I’d also like to mention here another type of minimalism at work in Alien and that is the fact that the movie is not that gory. People may be surprised that I would say that but they shouldn’t be. Consider the recent Prometheus, which was marketed as less of a horror movie and more of a philosophical movie. It had graphic violence aplenty, with the camera frequently lingering on gory nauseating imagery when brief visual snippets would have sufficed. Now, consider Alien again and ‘that scene’. You know the one I mean. It’s extremely gory, yes, but it’s brief. There are no lingering shots on gaping wounds, the very next scene is sufficiently later in time that we are spared the messy aftermath of the events we just witnessed and, finally, the scene is an isolated one in what is otherwise a surprisingly bloodless film. Now, one thing is that this shows much better taste than Ridley Scott demonstrated in Prometheus but another thing is that by refraining from turning the entire movie into a visual bloodbath, the scene where the alien bursts out of Kane’s chest has far more impact than it would otherwise. It is a different type of minimalism than what I discussed in the previous paragraph but it’s another way in which this film works so well.
Pacing
This film should be used as a textbook on pacing. It hits all the right notes with me. I like the way the film is divided so clearly into two halves – the build-up and what follows.

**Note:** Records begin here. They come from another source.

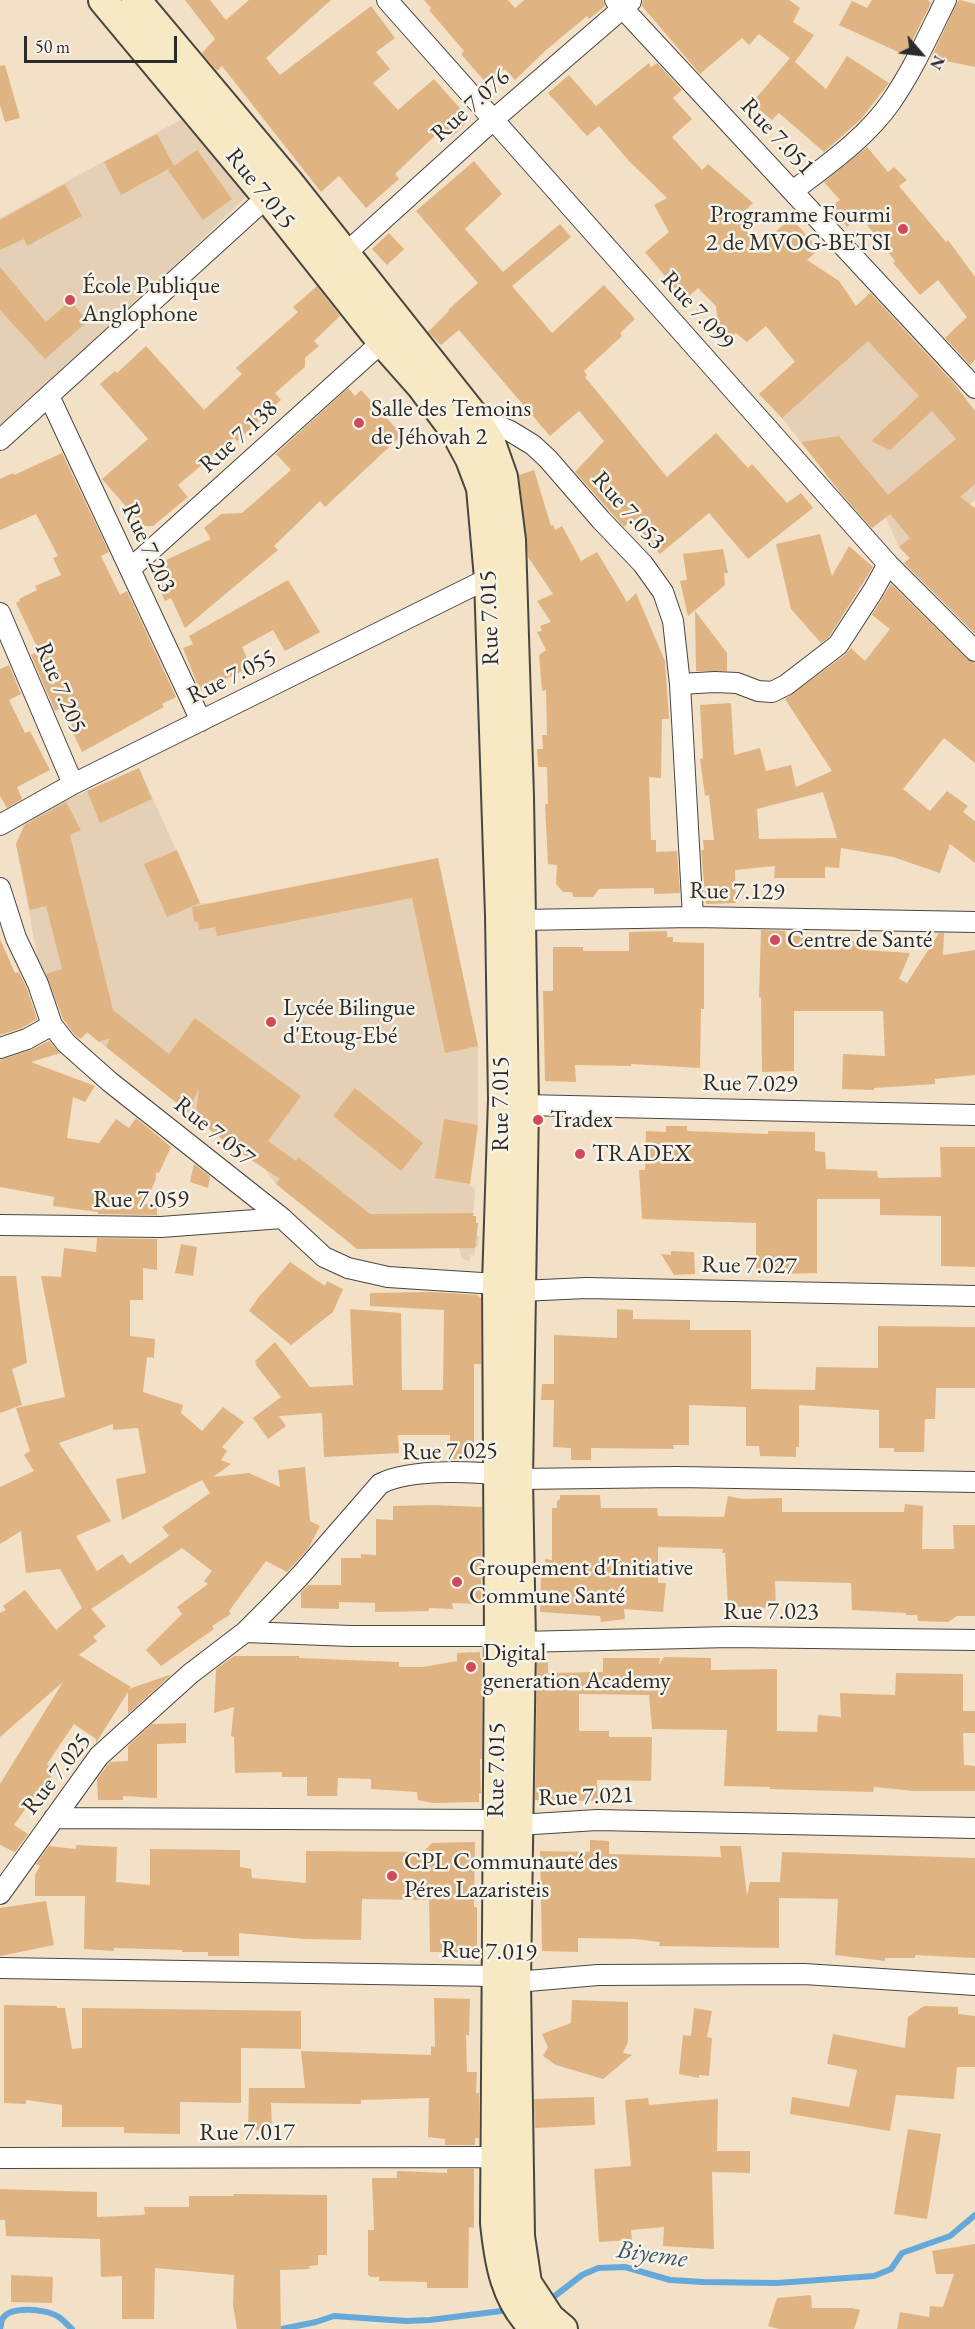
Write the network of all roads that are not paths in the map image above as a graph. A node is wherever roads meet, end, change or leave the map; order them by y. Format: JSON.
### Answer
{"nodes":[{"id":1,"x":103,"y":0,"type":"edge"},
{"id":2,"x":136,"y":0,"type":"edge"},
{"id":3,"x":387,"y":0,"type":"edge"},
{"id":4,"x":946,"y":0,"type":"edge"},
{"id":5,"x":623,"y":3,"type":"edge"},
{"id":6,"x":493,"y":120,"type":"junction"},
{"id":7,"x":793,"y":191,"type":"junction"},
{"id":8,"x":267,"y":197,"type":"junction"},
{"id":9,"x":345,"y":253,"type":"junction"},
{"id":10,"x":382,"y":342,"type":"junction"},
{"id":11,"x":975,"y":388,"type":"edge"},
{"id":12,"x":49,"y":396,"type":"junction"},
{"id":13,"x":474,"y":416,"type":"junction"},
{"id":14,"x":0,"y":440,"type":"edge"},
{"id":15,"x":888,"y":564,"type":"junction"},
{"id":16,"x":130,"y":570,"type":"junction"},
{"id":17,"x":489,"y":578,"type":"junction"},
{"id":18,"x":0,"y":613,"type":"edge"},
{"id":19,"x":975,"y":651,"type":"edge"},
{"id":20,"x":680,"y":684,"type":"junction"},
{"id":21,"x":201,"y":722,"type":"junction"},
{"id":22,"x":73,"y":784,"type":"junction"},
{"id":23,"x":0,"y":825,"type":"edge"},
{"id":24,"x":0,"y":888,"type":"edge"},
{"id":25,"x":693,"y":917,"type":"junction"},
{"id":26,"x":510,"y":918,"type":"junction"},
{"id":27,"x":975,"y":922,"type":"edge"},
{"id":28,"x":52,"y":1025,"type":"junction"},
{"id":29,"x":0,"y":1048,"type":"edge"},
{"id":30,"x":513,"y":1102,"type":"junction"},
{"id":31,"x":975,"y":1114,"type":"edge"},
{"id":32,"x":282,"y":1218,"type":"junction"},
{"id":33,"x":0,"y":1225,"type":"edge"},
{"id":34,"x":509,"y":1287,"type":"junction"},
{"id":35,"x":975,"y":1296,"type":"edge"},
{"id":36,"x":508,"y":1476,"type":"junction"},
{"id":37,"x":975,"y":1482,"type":"edge"},
{"id":38,"x":245,"y":1632,"type":"junction"},
{"id":39,"x":510,"y":1639,"type":"junction"},
{"id":40,"x":975,"y":1640,"type":"edge"},
{"id":41,"x":54,"y":1818,"type":"junction"},
{"id":42,"x":507,"y":1823,"type":"junction"},
{"id":43,"x":975,"y":1828,"type":"edge"},
{"id":44,"x":3,"y":1882,"type":"edge"},
{"id":45,"x":0,"y":1968,"type":"edge"},
{"id":46,"x":506,"y":1979,"type":"junction"},
{"id":47,"x":975,"y":1985,"type":"edge"},
{"id":48,"x":0,"y":2158,"type":"edge"},
{"id":49,"x":507,"y":2160,"type":"junction"},
{"id":50,"x":544,"y":2325,"type":"edge"}],
"edges":[{"from":1,"to":8,"type":"main road","name":"Rue 7.015"},
{"from":2,"to":9,"type":"main road","name":"Rue 7.015"},
{"from":3,"to":6,"type":"street","name":"Rue 7.099"},
{"from":4,"to":7,"type":"street"},
{"from":5,"to":6,"type":"street","name":"Rue 7.076"},
{"from":5,"to":7,"type":"street","name":"Rue 7.051"},
{"from":6,"to":9,"type":"street","name":"Rue 7.076"},
{"from":6,"to":15,"type":"street","name":"Rue 7.099"},
{"from":7,"to":11,"type":"street","name":"Rue 7.051"},
{"from":8,"to":10,"type":"main road","name":"Rue 7.015"},
{"from":8,"to":12,"type":"street"},
{"from":9,"to":13,"type":"main road","name":"Rue 7.015"},
{"from":10,"to":16,"type":"street","name":"Rue 7.138"},
{"from":10,"to":17,"type":"main road","name":"Rue 7.015"},
{"from":12,"to":14,"type":"street"},
{"from":12,"to":16,"type":"street","name":"Rue 7.203"},
{"from":13,"to":20,"type":"street","name":"Rue 7.053"},
{"from":13,"to":26,"type":"main road","name":"Rue 7.015"},
{"from":15,"to":19,"type":"street","name":"Rue 7.099"},
{"from":15,"to":20,"type":"street"},
{"from":16,"to":21,"type":"street","name":"Rue 7.203"},
{"from":17,"to":21,"type":"street","name":"Rue 7.055"},
{"from":17,"to":26,"type":"main road","name":"Rue 7.015"},
{"from":18,"to":22,"type":"street","name":"Rue 7.205"},
{"from":20,"to":25,"type":"street","name":"Rue 7.053"},
{"from":21,"to":22,"type":"street","name":"Rue 7.055"},
{"from":22,"to":23,"type":"street","name":"Rue 7.055"},
{"from":24,"to":28,"type":"street","name":"Rue 7.057"},
{"from":25,"to":26,"type":"street","name":"Rue 7.129"},
{"from":25,"to":27,"type":"street","name":"Rue 7.129"},
{"from":26,"to":30,"type":"main road","name":"Rue 7.015"},
{"from":28,"to":29,"type":"street"},
{"from":28,"to":32,"type":"street","name":"Rue 7.057"},
{"from":30,"to":31,"type":"street","name":"Rue 7.029"},
{"from":30,"to":34,"type":"main road","name":"Rue 7.015"},
{"from":32,"to":33,"type":"street","name":"Rue 7.059"},
{"from":32,"to":34,"type":"street","name":"Rue 7.057"},
{"from":34,"to":35,"type":"street","name":"Rue 7.027"},
{"from":34,"to":36,"type":"main road","name":"Rue 7.015"},
{"from":36,"to":37,"type":"street","name":"Rue 7.025"},
{"from":36,"to":38,"type":"street","name":"Rue 7.025"},
{"from":36,"to":39,"type":"main road","name":"Rue 7.015"},
{"from":38,"to":39,"type":"street","name":"Rue 7.023"},
{"from":38,"to":41,"type":"street","name":"Rue 7.025"},
{"from":39,"to":40,"type":"street","name":"Rue 7.023"},
{"from":39,"to":42,"type":"main road","name":"Rue 7.015"},
{"from":41,"to":42,"type":"street","name":"Rue 7.021"},
{"from":41,"to":44,"type":"street","name":"Rue 7.025"},
{"from":42,"to":43,"type":"street","name":"Rue 7.021"},
{"from":42,"to":46,"type":"main road","name":"Rue 7.015"},
{"from":45,"to":46,"type":"street","name":"Rue 7.019"},
{"from":46,"to":47,"type":"street","name":"Rue 7.019"},
{"from":46,"to":49,"type":"main road","name":"Rue 7.015"},
{"from":48,"to":49,"type":"street","name":"Rue 7.017"},
{"from":49,"to":50,"type":"main road","name":"Rue 7.015"}]}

I’m also a firm believer that no matter how long a movie is, it’s always good if something dramatic is happening around the one hour mark and that just so happens to be when the alien is born, things hit the fan and the film changes gear completely. Some people say they find the first hour slow but I don’t. I like the feeling of discovery at the beginning of the film. I like getting to know the characters, I like the way in which you are given time to feel their isolation and see the strain that they are all under. You could have a rushed first half in order to quickly get to the alien but I believe you’d lose a lot in doing so. I believe the second half works so well because it’s so well set up and the slower pace of the beginning of the film contrasts so brilliantly with Ripley’s mad rush to get off the ship before it self-destructs. At the start, it seems time is something that everyone has in a far greater quantity than they'd like. Months of cryosleep. Months before they can eat decent food. Months before they can get off the ship and enjoy a few days of normality. Then at the end of the movie, it seems there isn’t anywhere near enough time and every last second is precious. It’s tense. It’s brilliant and it makes for one hair-raising finale.
And if you put all these things together, then I think it is no wonder Alien is so highly regarded. So, what is it you love about Alien?